Where’s the money going to be tomorrow when the reality is nothing like today? Inflation. War. A high-tech economy. The first one to know is a billionaire.
When I was in basic training, every moment of my life was accounted for. I woke up at a specific time. I went to brush my teeth at the same hour. Cleaning my gun took place at the appointed moment. Daily runs would be within a certain frame. For some tasks, we had an hour to complete. For others, our commanders gave us a few seconds.
Every moment I was in uniform, I was part of a mission.
In guarding freedom, there was no such thing as free time.
After a while, you become programmed to it. You expect your day to be dictated to you, second by second. You don’t know what comes next, but you always know something comes next.
Until field week. On day three of maneuvers, there was a mixup in logistics. Our commander needed to back up another unit. It took him twenty minutes to set everything straight.
For those twenty minutes, we had no standing orders. Those 1,200 seconds were unaccounted time.
We stood there in bewilderment, not knowing what to do.
It was kind of like this:
There is No Plan for the Next Moment
We have no historical measure to tell us what comes next.
We are dealing with an economy where demand has been artificially pumped up beyond the economy’s ability to supply. This means full employment. It means wage inflation.
We have an inverted yield curve telling us that under no circumstances should we raise rates. We are at the end of an enormous monetary expansion.
The plan for 2022 was like a month in basic training. The powers that be planned everything to a tee.
We would gradually raise interest rates and stop injecting new money into the system. Supply bottlenecks would slowly subside as would inflation by Black Friday.
I guess Vladimir Putin only likes economic plans to take place in Russia.
Ukraine and Russia account for more than a quarter of the world’s wheat and half of Europe’s energy. Sanctions mean prices for both food and energy will be on the rise for the foreseeable future.
When the bond market is telling us the worst course of action is to raise interest rates, we are at the cusp of a series of what looks to be 6–7 rate hikes of 50 basis points or more.
We either raise rates to stop inflation or we let it be and prices continue to soar. It will take time for the increases to be enough to make a dent and kick in. Even if Fed Chair Powell does pull on the breaks, you cannot stop a supertanker on a dime.
Where’s the Money Going? I Have No Idea
In 1975, US debt accounted for 32% of the size of its economy. In 2021, debt was 137% of GDP. A 1% rise in interest rates can add $200 billion to the American yearly budget deficit.
What comes next if the Fed cannot print more money due to inflation and raising rates will blow out its budget?
Maybe nothing. Perhaps we can afford to go farther off the cliff this time.
In 1975, there was no globalization. There was no internet. There were no computers, email, even portable phones. Productivity gains over the last half-century have been greater than at any other time in human history — combined.

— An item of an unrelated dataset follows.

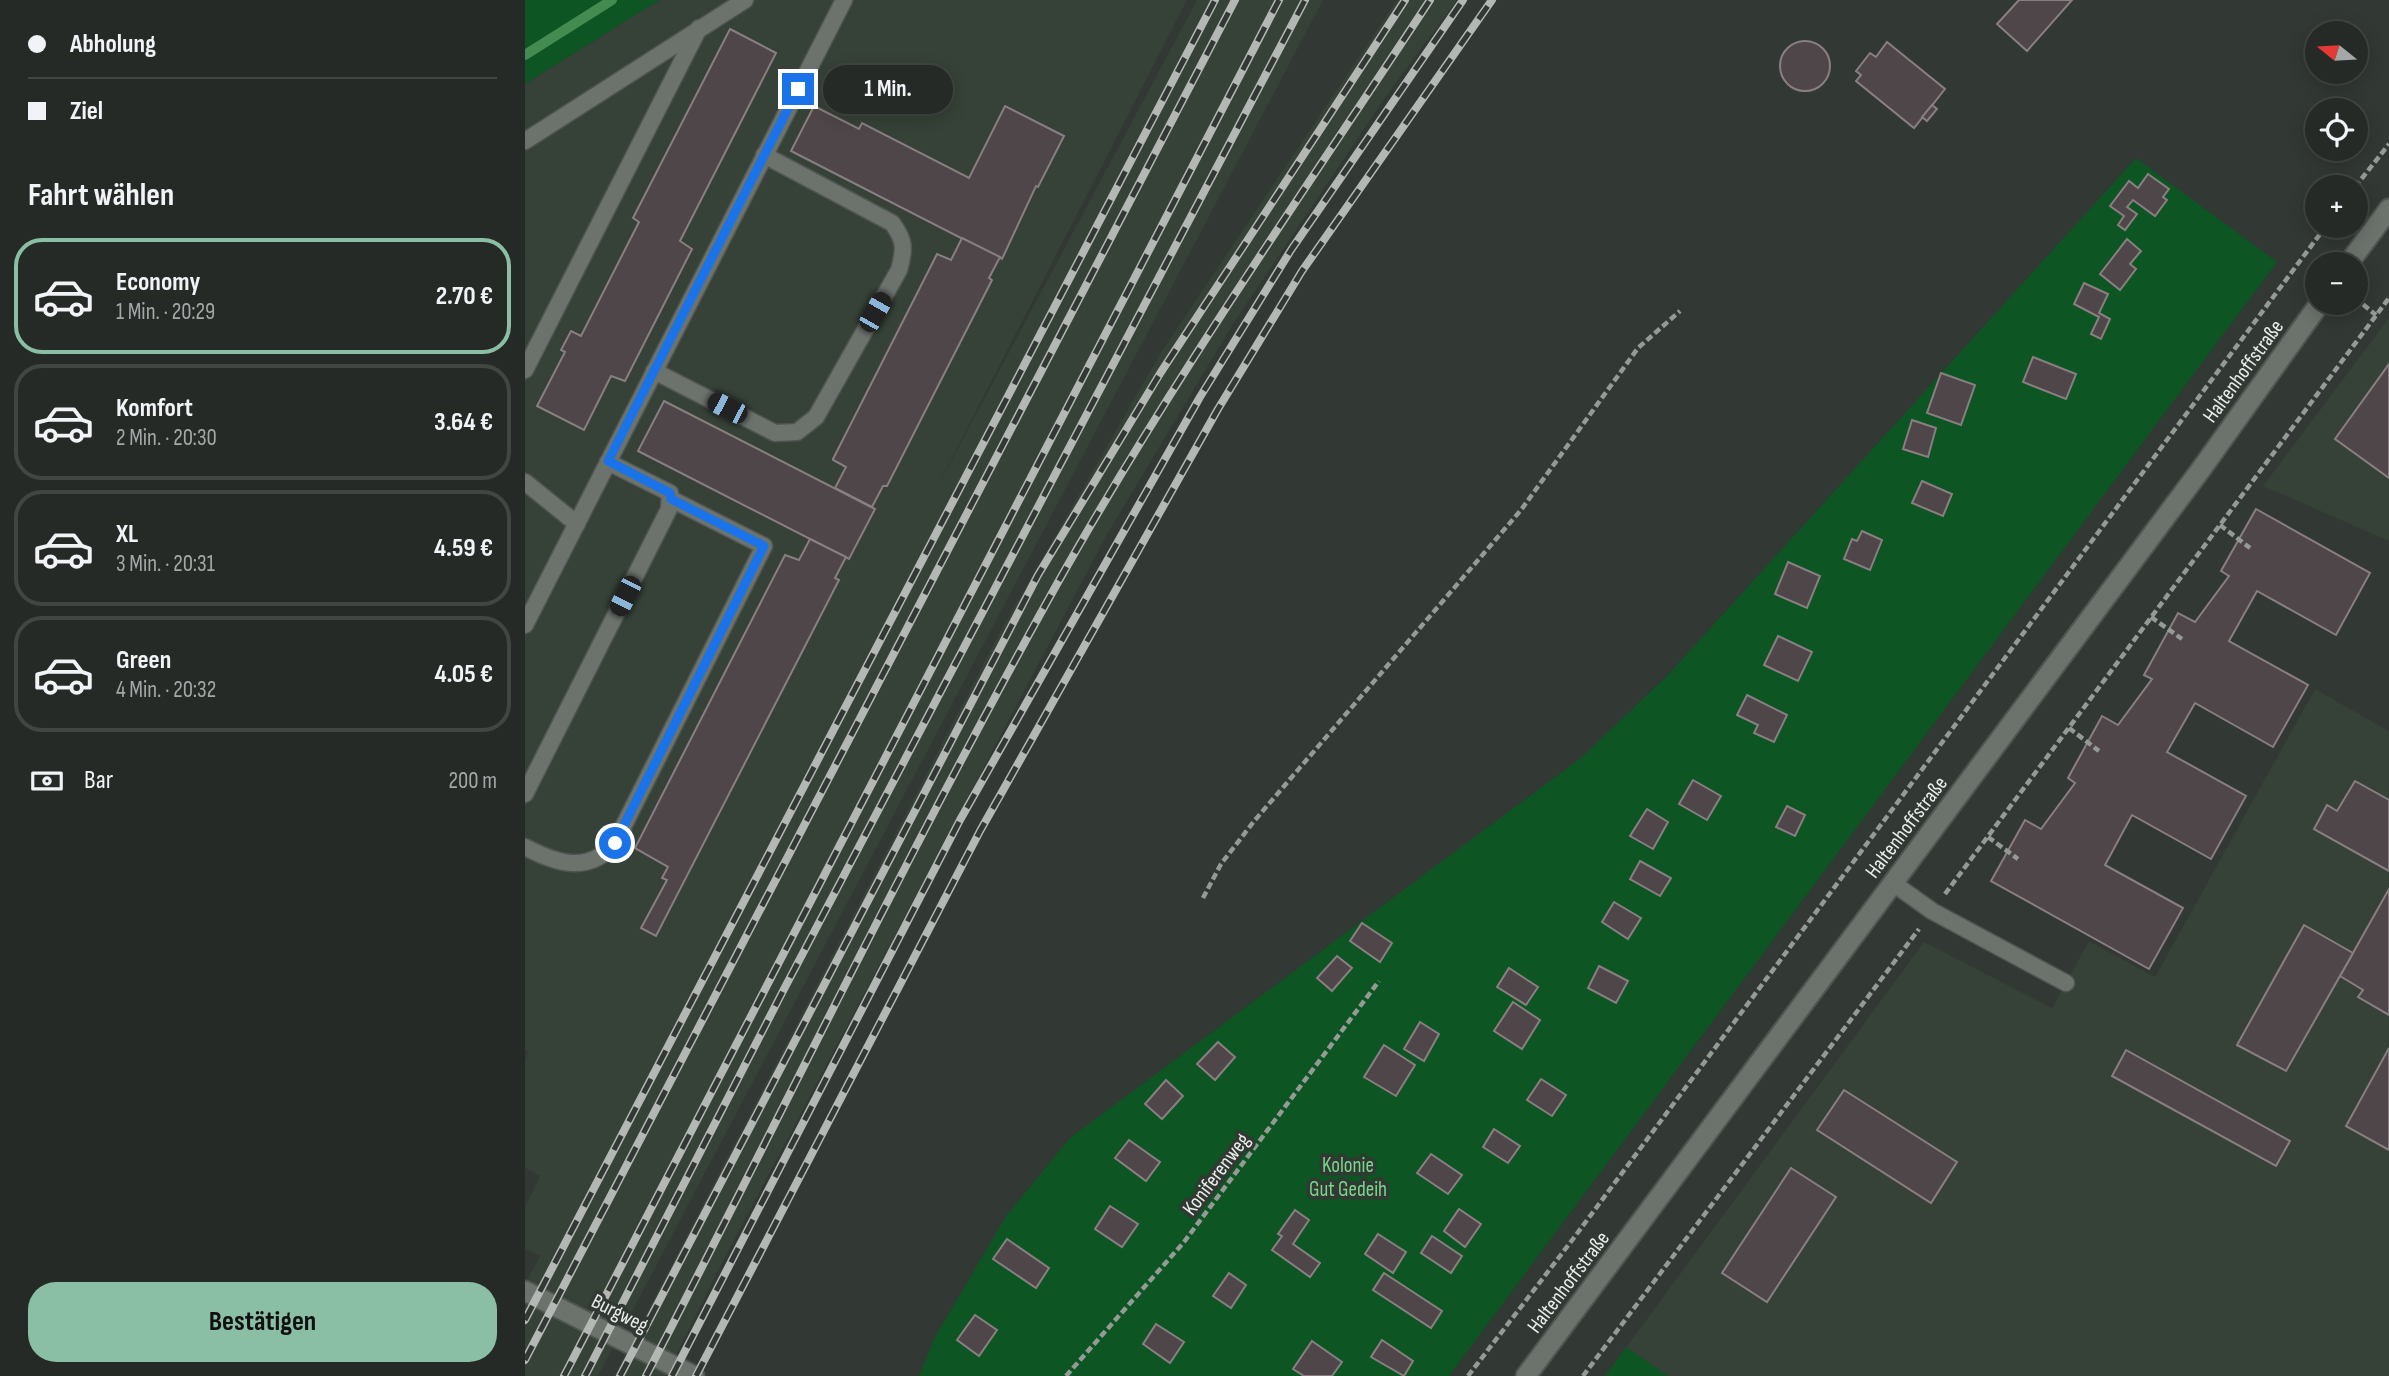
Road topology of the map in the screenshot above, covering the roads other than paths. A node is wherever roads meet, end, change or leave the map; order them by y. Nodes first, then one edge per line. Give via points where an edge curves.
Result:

In 1975, the economy of China was smaller than Italy. They didn’t have the manufacturing capacity to export deflation to the world. There was no technology to export deflation.
Will there be a terrible recession to clean out all the excesses of the last forty years or are we a lot stronger than we think? Could it really be different this time?
Will the forces of deflation led by China, debt, and technology keep things from getting out of control? Will too much currency in circulation, a supply crunch, and war in the breadbasket (and oil well) of Europe create the first serious inflation crisis since Angelina Jolie was an infant?
Do we rush into hard assets or are there inflation-prone alternatives?